The forceful tariffs promoted by President-elect Donald Trump would likely lead to higher prices for consumers, according to a top executive at Walmart, the U.S.’ largest company by revenue, a notable warning on the potential inflationary effects of Trump’s favored trade policy tool.
Some items may get more expensive with tariffs.
“There probably will be cases where prices will go up for consumers,” John David Rainey, Walmart’s chief financial officer, told CNBC regarding the impact on his company’s prices of the roughly 10% tax on all imports and 60% tax on Chinese imports backed by Trump.
Tariffs “are inflationary for customers,” Rainey added in the interview published Tuesday alongside Walmart’s quarterly earnings report.
It’s not immediately clear how quickly tariffs could be implemented – the “odds of a 10% across-the-board tariff in 2025 are low,” wrote JPMorgan’s chief U.S. economist Michael Feroli wrote in a recent not to clients.
“We never want to raise prices…so we want to work with suppliers and with our own private brand assortment to try to bring down prices,” explained Rainey about the discount retailer’s strategy in a tariff environment.
Rainey’s comments hint at the trickle-down impact of tariffs, as companies, Walmart in this case, pay the import tax to the U.S. Treasury, and often pass on the higher input costs associated with these fees to consumers.

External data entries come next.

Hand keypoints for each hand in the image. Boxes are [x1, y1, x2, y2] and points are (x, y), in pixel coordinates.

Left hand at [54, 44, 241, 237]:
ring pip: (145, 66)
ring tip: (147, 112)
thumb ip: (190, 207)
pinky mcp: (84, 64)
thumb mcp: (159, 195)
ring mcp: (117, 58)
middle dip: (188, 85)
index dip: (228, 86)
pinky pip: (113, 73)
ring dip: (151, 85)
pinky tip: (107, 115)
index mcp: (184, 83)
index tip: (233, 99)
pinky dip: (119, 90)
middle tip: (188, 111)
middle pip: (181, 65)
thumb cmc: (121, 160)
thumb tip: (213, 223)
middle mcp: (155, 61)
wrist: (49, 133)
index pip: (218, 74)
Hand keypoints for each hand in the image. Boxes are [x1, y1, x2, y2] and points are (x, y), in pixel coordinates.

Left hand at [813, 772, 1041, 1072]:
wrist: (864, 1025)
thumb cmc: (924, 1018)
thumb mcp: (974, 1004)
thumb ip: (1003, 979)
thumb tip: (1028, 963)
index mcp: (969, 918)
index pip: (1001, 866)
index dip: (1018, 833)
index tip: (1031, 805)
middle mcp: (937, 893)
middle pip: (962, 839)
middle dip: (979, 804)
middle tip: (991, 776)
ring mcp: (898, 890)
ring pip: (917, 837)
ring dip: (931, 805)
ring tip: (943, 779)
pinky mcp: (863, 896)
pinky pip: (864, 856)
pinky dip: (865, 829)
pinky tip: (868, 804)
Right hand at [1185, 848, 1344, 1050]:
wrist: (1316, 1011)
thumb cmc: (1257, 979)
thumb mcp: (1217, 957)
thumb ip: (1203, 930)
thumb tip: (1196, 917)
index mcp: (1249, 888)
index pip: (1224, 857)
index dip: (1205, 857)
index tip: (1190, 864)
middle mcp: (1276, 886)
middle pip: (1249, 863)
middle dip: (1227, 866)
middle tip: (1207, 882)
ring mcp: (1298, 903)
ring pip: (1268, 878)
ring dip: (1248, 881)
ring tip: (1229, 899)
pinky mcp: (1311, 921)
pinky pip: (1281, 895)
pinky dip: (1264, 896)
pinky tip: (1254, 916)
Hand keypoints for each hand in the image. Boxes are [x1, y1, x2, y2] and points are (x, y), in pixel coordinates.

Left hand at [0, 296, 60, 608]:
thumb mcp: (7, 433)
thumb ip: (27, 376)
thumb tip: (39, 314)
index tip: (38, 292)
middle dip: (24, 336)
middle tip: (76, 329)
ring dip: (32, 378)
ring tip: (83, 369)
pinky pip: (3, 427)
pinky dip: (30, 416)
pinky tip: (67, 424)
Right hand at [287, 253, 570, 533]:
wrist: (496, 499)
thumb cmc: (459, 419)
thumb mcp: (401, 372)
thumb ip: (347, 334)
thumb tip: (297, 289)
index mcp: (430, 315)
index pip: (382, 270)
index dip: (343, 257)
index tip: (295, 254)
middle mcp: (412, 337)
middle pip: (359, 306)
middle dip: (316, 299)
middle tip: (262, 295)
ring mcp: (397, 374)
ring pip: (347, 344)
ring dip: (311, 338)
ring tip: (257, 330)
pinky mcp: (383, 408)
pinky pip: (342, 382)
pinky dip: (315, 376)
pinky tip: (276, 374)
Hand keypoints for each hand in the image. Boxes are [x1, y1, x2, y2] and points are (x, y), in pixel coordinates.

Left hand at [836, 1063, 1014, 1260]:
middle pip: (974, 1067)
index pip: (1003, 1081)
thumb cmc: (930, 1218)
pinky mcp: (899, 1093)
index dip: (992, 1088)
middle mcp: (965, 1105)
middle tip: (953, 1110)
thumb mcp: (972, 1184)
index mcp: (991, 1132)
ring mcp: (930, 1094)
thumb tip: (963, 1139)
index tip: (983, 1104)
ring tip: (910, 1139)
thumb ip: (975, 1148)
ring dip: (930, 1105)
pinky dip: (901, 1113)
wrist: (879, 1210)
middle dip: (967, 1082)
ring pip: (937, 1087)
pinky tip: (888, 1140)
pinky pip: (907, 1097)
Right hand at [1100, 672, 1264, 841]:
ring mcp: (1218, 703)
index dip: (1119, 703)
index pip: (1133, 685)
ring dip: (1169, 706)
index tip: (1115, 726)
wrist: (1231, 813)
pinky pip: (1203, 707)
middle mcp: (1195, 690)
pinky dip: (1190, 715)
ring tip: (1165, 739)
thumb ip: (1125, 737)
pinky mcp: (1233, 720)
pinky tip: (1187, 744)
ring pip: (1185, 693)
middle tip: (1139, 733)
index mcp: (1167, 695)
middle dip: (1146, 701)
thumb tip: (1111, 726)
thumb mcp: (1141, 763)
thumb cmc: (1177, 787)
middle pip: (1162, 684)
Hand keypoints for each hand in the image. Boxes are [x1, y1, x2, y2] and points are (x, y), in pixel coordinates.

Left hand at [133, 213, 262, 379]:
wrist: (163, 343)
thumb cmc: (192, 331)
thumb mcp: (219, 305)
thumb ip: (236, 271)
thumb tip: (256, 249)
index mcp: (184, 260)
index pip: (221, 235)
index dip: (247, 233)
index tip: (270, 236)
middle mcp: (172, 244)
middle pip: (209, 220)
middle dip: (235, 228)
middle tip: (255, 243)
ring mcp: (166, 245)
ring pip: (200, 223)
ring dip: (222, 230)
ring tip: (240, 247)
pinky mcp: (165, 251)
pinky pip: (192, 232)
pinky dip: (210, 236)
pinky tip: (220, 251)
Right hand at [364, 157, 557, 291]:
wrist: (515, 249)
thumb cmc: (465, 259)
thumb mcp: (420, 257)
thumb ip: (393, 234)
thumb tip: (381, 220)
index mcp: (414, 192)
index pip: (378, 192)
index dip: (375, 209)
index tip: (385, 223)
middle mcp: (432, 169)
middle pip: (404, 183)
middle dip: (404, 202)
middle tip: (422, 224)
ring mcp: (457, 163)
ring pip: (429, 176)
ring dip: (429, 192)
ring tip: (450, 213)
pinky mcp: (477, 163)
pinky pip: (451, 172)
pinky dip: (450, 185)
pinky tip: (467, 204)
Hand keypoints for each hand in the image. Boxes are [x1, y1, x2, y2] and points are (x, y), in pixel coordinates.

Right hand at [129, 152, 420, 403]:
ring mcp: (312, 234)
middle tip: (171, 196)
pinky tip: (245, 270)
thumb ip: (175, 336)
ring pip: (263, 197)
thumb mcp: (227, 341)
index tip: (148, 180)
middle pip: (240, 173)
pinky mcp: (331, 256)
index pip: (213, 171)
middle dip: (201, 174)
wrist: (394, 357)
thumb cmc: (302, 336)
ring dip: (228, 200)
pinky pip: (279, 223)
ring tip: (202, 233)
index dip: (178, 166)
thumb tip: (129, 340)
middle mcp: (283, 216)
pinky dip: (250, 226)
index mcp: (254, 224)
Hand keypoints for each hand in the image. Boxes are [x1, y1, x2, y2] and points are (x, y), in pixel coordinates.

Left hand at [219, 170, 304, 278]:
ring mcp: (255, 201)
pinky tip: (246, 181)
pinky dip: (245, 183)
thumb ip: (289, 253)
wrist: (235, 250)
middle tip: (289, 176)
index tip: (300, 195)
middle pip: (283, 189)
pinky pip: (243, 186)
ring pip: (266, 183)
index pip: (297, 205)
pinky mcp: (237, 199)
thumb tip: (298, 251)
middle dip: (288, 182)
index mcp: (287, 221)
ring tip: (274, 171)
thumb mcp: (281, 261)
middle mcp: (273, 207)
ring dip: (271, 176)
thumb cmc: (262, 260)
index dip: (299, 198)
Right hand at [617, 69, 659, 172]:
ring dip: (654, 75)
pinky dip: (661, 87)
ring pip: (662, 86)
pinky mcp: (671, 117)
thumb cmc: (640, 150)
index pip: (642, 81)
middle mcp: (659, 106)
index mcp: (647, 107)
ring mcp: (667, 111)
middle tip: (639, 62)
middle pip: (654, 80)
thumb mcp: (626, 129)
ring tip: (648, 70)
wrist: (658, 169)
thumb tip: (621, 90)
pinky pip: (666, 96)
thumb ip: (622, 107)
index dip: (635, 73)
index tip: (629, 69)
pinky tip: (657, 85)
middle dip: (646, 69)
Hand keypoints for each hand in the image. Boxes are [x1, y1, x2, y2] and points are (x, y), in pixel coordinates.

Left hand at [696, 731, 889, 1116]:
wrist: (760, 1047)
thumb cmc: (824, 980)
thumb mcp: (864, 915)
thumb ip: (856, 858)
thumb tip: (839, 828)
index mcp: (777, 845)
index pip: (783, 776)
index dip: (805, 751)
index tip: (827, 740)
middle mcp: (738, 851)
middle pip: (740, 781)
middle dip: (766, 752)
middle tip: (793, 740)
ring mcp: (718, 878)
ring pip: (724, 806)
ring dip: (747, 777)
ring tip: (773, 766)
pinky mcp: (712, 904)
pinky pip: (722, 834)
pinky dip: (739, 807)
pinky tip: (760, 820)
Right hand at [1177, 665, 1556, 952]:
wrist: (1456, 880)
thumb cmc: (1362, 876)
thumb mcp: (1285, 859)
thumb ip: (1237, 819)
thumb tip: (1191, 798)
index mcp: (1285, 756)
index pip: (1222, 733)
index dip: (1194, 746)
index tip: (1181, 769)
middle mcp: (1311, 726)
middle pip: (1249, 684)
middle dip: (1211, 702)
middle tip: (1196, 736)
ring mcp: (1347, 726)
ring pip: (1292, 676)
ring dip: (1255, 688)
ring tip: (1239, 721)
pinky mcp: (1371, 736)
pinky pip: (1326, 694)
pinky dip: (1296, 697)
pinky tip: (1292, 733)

Tariffs are a key issue as Trump shapes his economic agenda for his second presidential term. “Tariffs are the greatest thing ever invented,” Trump said in September, nodding to his preference for the import taxes as a domestic manufacturing catalyst and a foreign policy instrument. Economists largely agree tariffs would increase inflation, coming at an inopportune time for American consumers, as annual inflation is down from the four-decade high of over 9% to a still historically above-average 2.6%.
0.3 to 0.4. Those are the percentage-point increases to annual inflation for the tariffs backed by Trump forecasted by economists at both Bank of America and Goldman Sachs.
Tariffs are a controversial policy among the most influential names in Republican politics, with critics including Elon Musk, the world’s richest person and a close Trump advisor, who said earlier this month he’s “against sudden giant tariffs,” and fellow billionaire and GOP megadonor Ken Griffin, who said Monday he’s “very anxious about the president’s willingness to engage in tariffs as a matter of trade policy.” Those in the more aggressive tariff corner include Scott Bessent, one of the top contenders to score Trump’s nomination for Treasury Secretary, who has repeatedly pushed back on the prevailing view that tariffs are inflationary.
Walmart’s earnings release Tuesday topped Wall Street expectations across the board: Its quarterly profit and sales topped consensus analyst forecasts and the company said it expects earnings to increase more than 10% to a record high this fiscal year in updated guidance. Shares of the retail giant rose 4% to a record-high of nearly $88 per share in morning trading.